Table 3 The performance criteria of models for AUST

When all results in Table 3 are considered together, it is clearly seen that the proposed model has superior forecasting performance with 17.2390 RMSE value and 3.09% MAPE value. The graph of best forecasts obtained in case of model order 16 and observations of test data is given in Fig. 5. Figure 5 shows that the forecasts of AC-S-MNM are in good agreement with observations just as the scatter plot given in Fig. 6.

Fig. 5
figure 5

The graph of forecasts obtained from AC-S-MNM and observations for test set of AUST

Fig. 6
figure 6

The scatter plot of forecasts obtained from AC-S-MNM and observations for test set of AUST

Fig. 7
figure 7

The graph of ELC

Table 4 The performance criteria of models for ELC
Fig. 8
figure 8

The graph of forecasts obtained from AC-S-MNM and observations for test set of ELC

Fig. 9
figure 9

The scatter plot of forecasts obtained from AC-S-MNM and observations for test set of ELC

Finally, Turkey Electricity Consumption data observed monthly between first month of 2002 and last month of 2013 (TEC) was used to evaluate the forecasting performance of AC-S-MNM. In the implementation of TEC which is given in Fig. 7, the model order was changed from 2 to 16, and the last 12 observations were taken as test set.

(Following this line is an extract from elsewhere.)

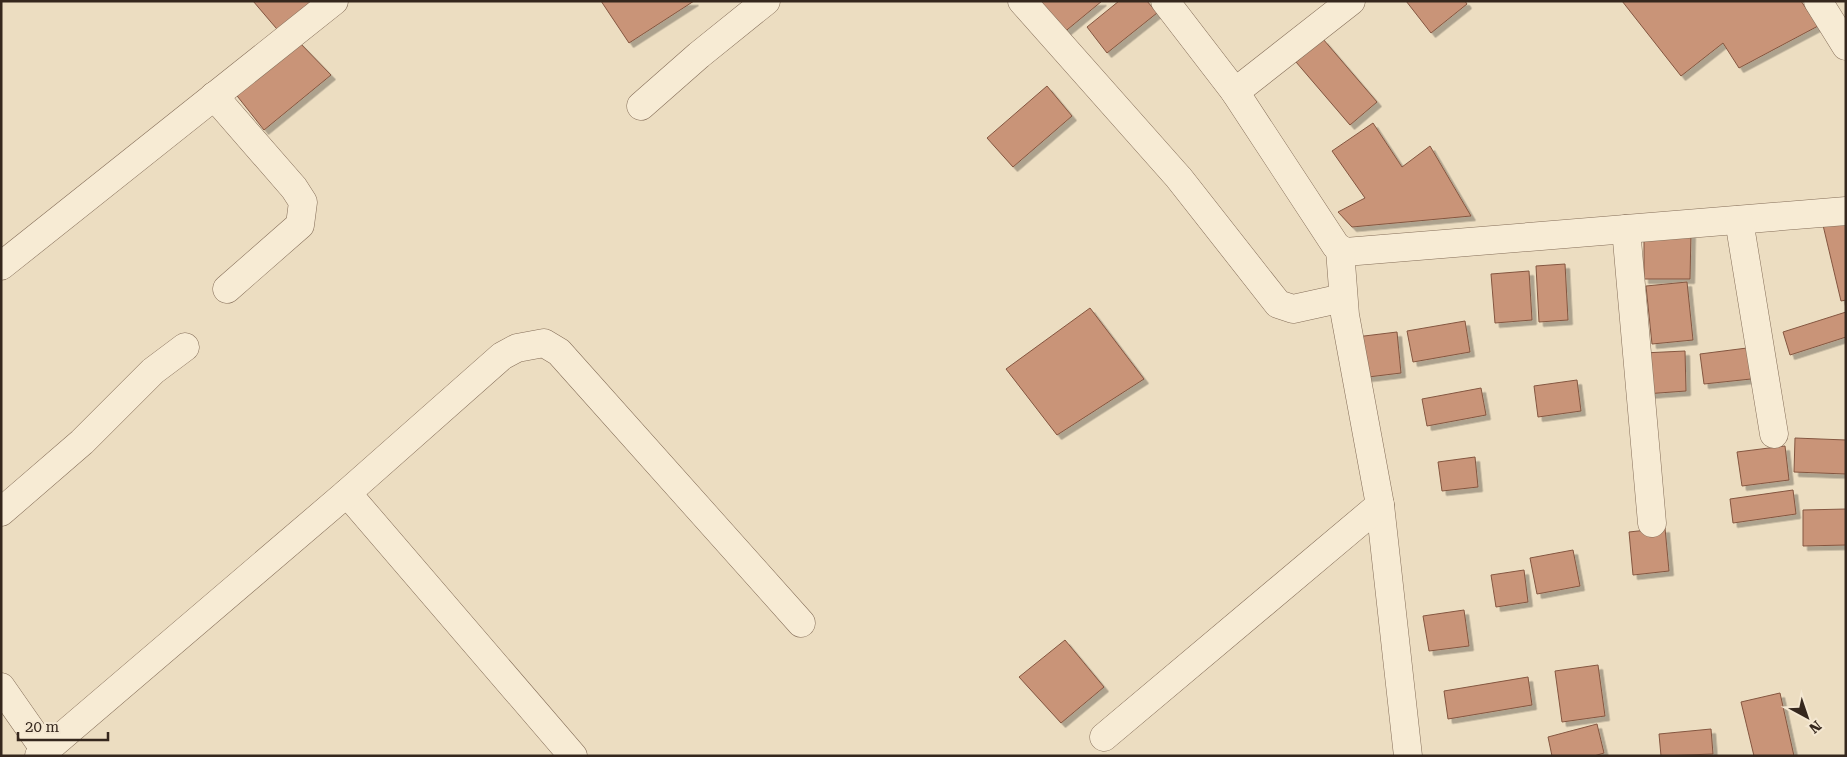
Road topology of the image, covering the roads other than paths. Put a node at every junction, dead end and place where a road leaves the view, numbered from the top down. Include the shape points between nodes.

The best performance of the proposed model, for ELC, is represented with the best results that obtained from some other models in Table 4. Considering the results in Table 4, it is clearly seen that AC-S-SMN has superior forecasting performance with 6.2437E+08 RMSE value and 2.39% MAPE value. The graph of best forecasts obtained in case of model order 15 and observations of test data are given in Fig. 8. From Fig. 8, we clearly see that the forecasts of AC-S-MNM are in compliance with observations. Moreover the scatter plot given in Fig. 9 is a supportive evidence for the cohesion of the forecasts with observations.

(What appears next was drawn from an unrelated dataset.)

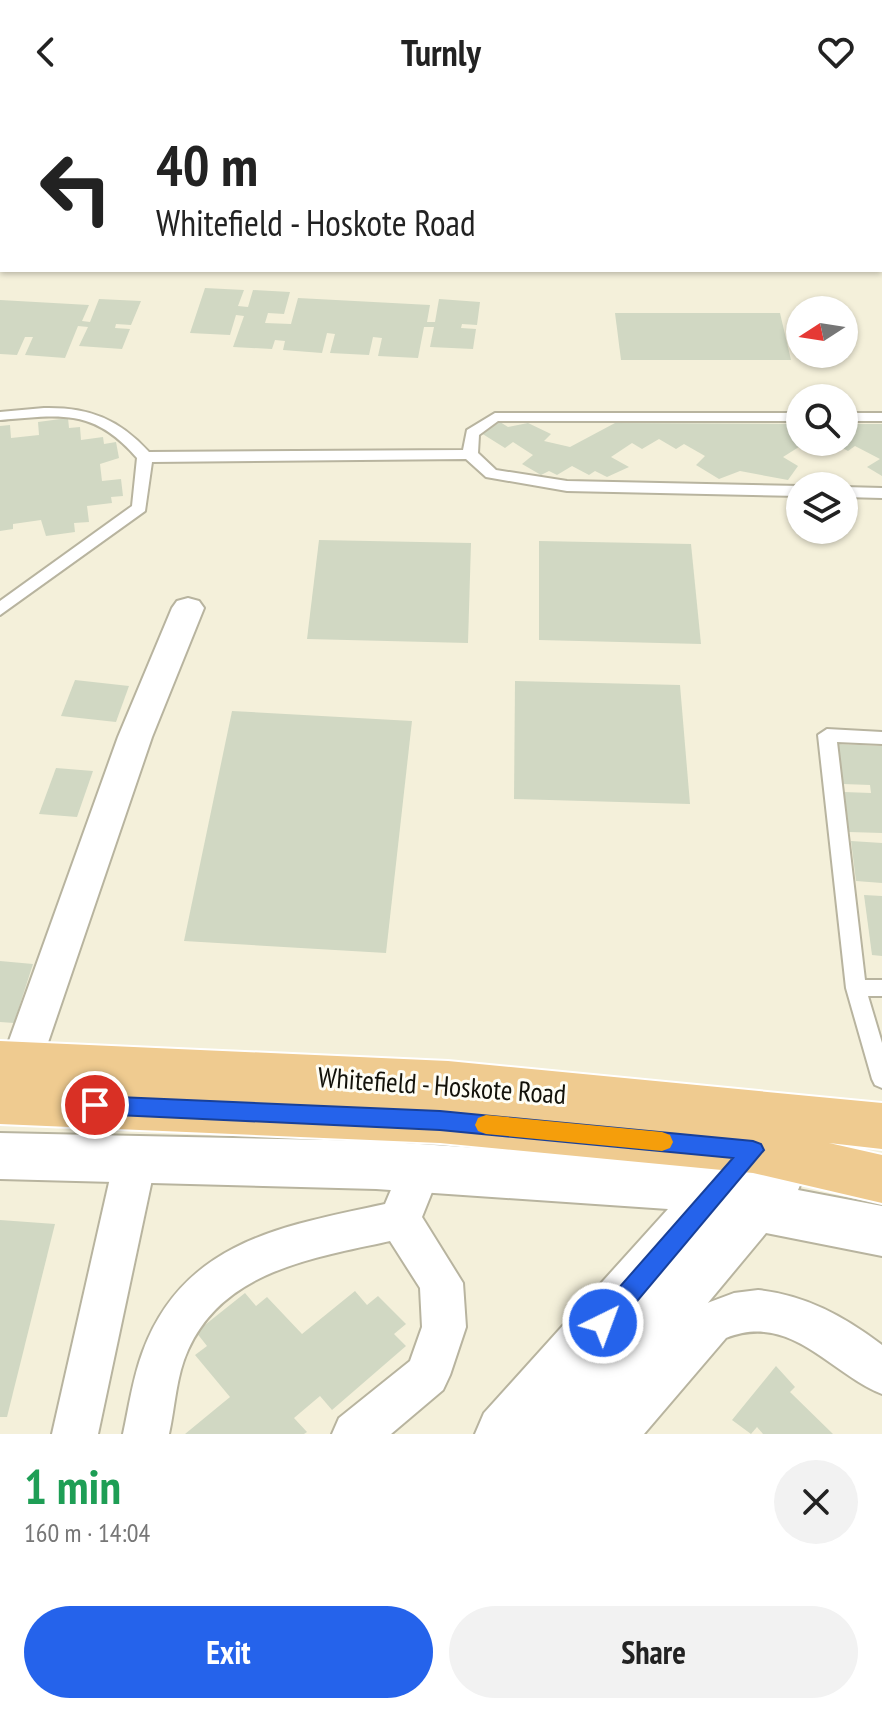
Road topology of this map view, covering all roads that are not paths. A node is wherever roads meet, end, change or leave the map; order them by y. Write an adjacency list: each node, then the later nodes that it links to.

4 Conclusion and Discussion

Nowadays, although researchers have commonly take advantage of MLP and S-MNM in time series prediction problems and they have various high quality features, each of them also contains some issues itself such as architecture determination problem and having a strict model-based structure. However, a more practical and successful ANN model can be used for time series prediction by integrating the superior aspect of S-MNM and MLP by eliminating the weaknesses of them. In this study, from this point of view, we proposed an ANN model—AC-S-MNM—that does not have the architecture selection problem just as S-MNM and have a feature of data-based just as MLP. In AC-S-MNM, weights and biases are produced through autoregressive equations. In the producing process of weights and biases, since the time index of each observation are considered, the model is evaluated as a data-based. The coefficients of autoregressive equations and the initial values of the weights and biases were determined by using PSO in an optimization process. The proposed model was applied to various real-world time series data sets and the obtained results were compared to the results of some well-known methods. And the results also show that AC-S-MNM exhibits significantly better performance as compared to the existing models. In future studies, some other equation structure can be utilized to determine the weights and biases.